Collected data entries
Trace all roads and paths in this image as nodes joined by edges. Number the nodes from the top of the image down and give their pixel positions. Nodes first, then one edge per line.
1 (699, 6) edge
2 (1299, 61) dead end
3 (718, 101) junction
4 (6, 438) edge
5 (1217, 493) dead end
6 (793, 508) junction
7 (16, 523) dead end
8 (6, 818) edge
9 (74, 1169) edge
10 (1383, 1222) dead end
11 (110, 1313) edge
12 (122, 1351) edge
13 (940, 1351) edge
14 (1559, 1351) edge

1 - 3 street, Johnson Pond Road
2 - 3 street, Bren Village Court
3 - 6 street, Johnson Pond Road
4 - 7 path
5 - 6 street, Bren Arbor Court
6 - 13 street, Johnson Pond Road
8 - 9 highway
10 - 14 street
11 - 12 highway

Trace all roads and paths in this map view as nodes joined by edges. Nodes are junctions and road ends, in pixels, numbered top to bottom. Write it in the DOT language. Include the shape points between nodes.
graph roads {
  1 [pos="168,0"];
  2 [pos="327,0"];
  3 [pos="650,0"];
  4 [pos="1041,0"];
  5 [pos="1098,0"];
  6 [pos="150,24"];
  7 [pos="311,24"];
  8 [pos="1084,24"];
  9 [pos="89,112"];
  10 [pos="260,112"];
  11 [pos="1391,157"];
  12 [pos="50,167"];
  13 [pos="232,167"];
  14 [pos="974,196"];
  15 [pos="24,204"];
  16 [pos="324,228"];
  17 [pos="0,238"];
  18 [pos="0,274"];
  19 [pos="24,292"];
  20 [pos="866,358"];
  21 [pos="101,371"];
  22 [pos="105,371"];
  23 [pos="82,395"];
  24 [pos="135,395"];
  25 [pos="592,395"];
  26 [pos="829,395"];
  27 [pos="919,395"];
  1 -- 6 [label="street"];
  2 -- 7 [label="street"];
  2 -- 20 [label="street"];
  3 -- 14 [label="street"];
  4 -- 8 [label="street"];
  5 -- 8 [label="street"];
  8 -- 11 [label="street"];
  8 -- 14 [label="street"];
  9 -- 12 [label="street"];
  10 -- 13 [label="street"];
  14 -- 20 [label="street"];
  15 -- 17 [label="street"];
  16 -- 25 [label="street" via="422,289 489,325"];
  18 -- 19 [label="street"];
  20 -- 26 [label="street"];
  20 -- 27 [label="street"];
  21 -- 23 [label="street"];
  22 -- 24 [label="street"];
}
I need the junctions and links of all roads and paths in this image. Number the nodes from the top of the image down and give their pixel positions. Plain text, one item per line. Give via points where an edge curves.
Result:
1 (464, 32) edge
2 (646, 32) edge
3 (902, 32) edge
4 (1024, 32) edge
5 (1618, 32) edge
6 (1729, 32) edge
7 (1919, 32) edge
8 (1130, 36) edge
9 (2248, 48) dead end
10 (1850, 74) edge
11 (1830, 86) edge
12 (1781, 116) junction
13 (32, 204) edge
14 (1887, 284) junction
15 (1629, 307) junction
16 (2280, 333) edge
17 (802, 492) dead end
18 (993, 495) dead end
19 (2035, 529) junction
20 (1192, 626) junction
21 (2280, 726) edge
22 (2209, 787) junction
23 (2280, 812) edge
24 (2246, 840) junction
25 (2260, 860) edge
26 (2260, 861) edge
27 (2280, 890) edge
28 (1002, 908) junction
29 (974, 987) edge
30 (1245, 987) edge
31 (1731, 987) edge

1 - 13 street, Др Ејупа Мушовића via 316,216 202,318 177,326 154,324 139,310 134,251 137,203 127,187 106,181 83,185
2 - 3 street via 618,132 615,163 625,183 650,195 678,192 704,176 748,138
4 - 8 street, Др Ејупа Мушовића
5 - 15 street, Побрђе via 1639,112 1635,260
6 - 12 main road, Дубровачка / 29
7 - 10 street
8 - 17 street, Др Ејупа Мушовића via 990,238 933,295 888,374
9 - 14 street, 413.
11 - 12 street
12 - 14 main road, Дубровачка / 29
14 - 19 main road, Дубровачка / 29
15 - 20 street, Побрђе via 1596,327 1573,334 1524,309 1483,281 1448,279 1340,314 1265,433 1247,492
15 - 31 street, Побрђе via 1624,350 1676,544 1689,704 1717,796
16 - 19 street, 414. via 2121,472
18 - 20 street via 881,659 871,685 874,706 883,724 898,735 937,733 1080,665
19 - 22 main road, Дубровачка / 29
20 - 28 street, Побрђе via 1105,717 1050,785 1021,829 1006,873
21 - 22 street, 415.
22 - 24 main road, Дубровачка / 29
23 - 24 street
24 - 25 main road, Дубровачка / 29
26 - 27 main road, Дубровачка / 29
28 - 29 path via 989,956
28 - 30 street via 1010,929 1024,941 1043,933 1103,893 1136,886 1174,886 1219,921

** Work item **
Would you please repeat all the entries exactly as written?

** Your response **
Trace all roads and paths in this image as nodes joined by edges. Number the nodes from the top of the image down and give their pixel positions. Nodes first, then one edge per line.
1 (699, 6) edge
2 (1299, 61) dead end
3 (718, 101) junction
4 (6, 438) edge
5 (1217, 493) dead end
6 (793, 508) junction
7 (16, 523) dead end
8 (6, 818) edge
9 (74, 1169) edge
10 (1383, 1222) dead end
11 (110, 1313) edge
12 (122, 1351) edge
13 (940, 1351) edge
14 (1559, 1351) edge

1 - 3 street, Johnson Pond Road
2 - 3 street, Bren Village Court
3 - 6 street, Johnson Pond Road
4 - 7 path
5 - 6 street, Bren Arbor Court
6 - 13 street, Johnson Pond Road
8 - 9 highway
10 - 14 street
11 - 12 highway

Trace all roads and paths in this map view as nodes joined by edges. Nodes are junctions and road ends, in pixels, numbered top to bottom. Write it in the DOT language. Include the shape points between nodes.
graph roads {
  1 [pos="168,0"];
  2 [pos="327,0"];
  3 [pos="650,0"];
  4 [pos="1041,0"];
  5 [pos="1098,0"];
  6 [pos="150,24"];
  7 [pos="311,24"];
  8 [pos="1084,24"];
  9 [pos="89,112"];
  10 [pos="260,112"];
  11 [pos="1391,157"];
  12 [pos="50,167"];
  13 [pos="232,167"];
  14 [pos="974,196"];
  15 [pos="24,204"];
  16 [pos="324,228"];
  17 [pos="0,238"];
  18 [pos="0,274"];
  19 [pos="24,292"];
  20 [pos="866,358"];
  21 [pos="101,371"];
  22 [pos="105,371"];
  23 [pos="82,395"];
  24 [pos="135,395"];
  25 [pos="592,395"];
  26 [pos="829,395"];
  27 [pos="919,395"];
  1 -- 6 [label="street"];
  2 -- 7 [label="street"];
  2 -- 20 [label="street"];
  3 -- 14 [label="street"];
  4 -- 8 [label="street"];
  5 -- 8 [label="street"];
  8 -- 11 [label="street"];
  8 -- 14 [label="street"];
  9 -- 12 [label="street"];
  10 -- 13 [label="street"];
  14 -- 20 [label="street"];
  15 -- 17 [label="street"];
  16 -- 25 [label="street" via="422,289 489,325"];
  18 -- 19 [label="street"];
  20 -- 26 [label="street"];
  20 -- 27 [label="street"];
  21 -- 23 [label="street"];
  22 -- 24 [label="street"];
}
I need the junctions and links of all roads and paths in this image. Number the nodes from the top of the image down and give their pixel positions. Plain text, one item per line. Give via points where an edge curves.
Result:
1 (464, 32) edge
2 (646, 32) edge
3 (902, 32) edge
4 (1024, 32) edge
5 (1618, 32) edge
6 (1729, 32) edge
7 (1919, 32) edge
8 (1130, 36) edge
9 (2248, 48) dead end
10 (1850, 74) edge
11 (1830, 86) edge
12 (1781, 116) junction
13 (32, 204) edge
14 (1887, 284) junction
15 (1629, 307) junction
16 (2280, 333) edge
17 (802, 492) dead end
18 (993, 495) dead end
19 (2035, 529) junction
20 (1192, 626) junction
21 (2280, 726) edge
22 (2209, 787) junction
23 (2280, 812) edge
24 (2246, 840) junction
25 (2260, 860) edge
26 (2260, 861) edge
27 (2280, 890) edge
28 (1002, 908) junction
29 (974, 987) edge
30 (1245, 987) edge
31 (1731, 987) edge

1 - 13 street, Др Ејупа Мушовића via 316,216 202,318 177,326 154,324 139,310 134,251 137,203 127,187 106,181 83,185
2 - 3 street via 618,132 615,163 625,183 650,195 678,192 704,176 748,138
4 - 8 street, Др Ејупа Мушовића
5 - 15 street, Побрђе via 1639,112 1635,260
6 - 12 main road, Дубровачка / 29
7 - 10 street
8 - 17 street, Др Ејупа Мушовића via 990,238 933,295 888,374
9 - 14 street, 413.
11 - 12 street
12 - 14 main road, Дубровачка / 29
14 - 19 main road, Дубровачка / 29
15 - 20 street, Побрђе via 1596,327 1573,334 1524,309 1483,281 1448,279 1340,314 1265,433 1247,492
15 - 31 street, Побрђе via 1624,350 1676,544 1689,704 1717,796
16 - 19 street, 414. via 2121,472
18 - 20 street via 881,659 871,685 874,706 883,724 898,735 937,733 1080,665
19 - 22 main road, Дубровачка / 29
20 - 28 street, Побрђе via 1105,717 1050,785 1021,829 1006,873
21 - 22 street, 415.
22 - 24 main road, Дубровачка / 29
23 - 24 street
24 - 25 main road, Дубровачка / 29
26 - 27 main road, Дубровачка / 29
28 - 29 path via 989,956
28 - 30 street via 1010,929 1024,941 1043,933 1103,893 1136,886 1174,886 1219,921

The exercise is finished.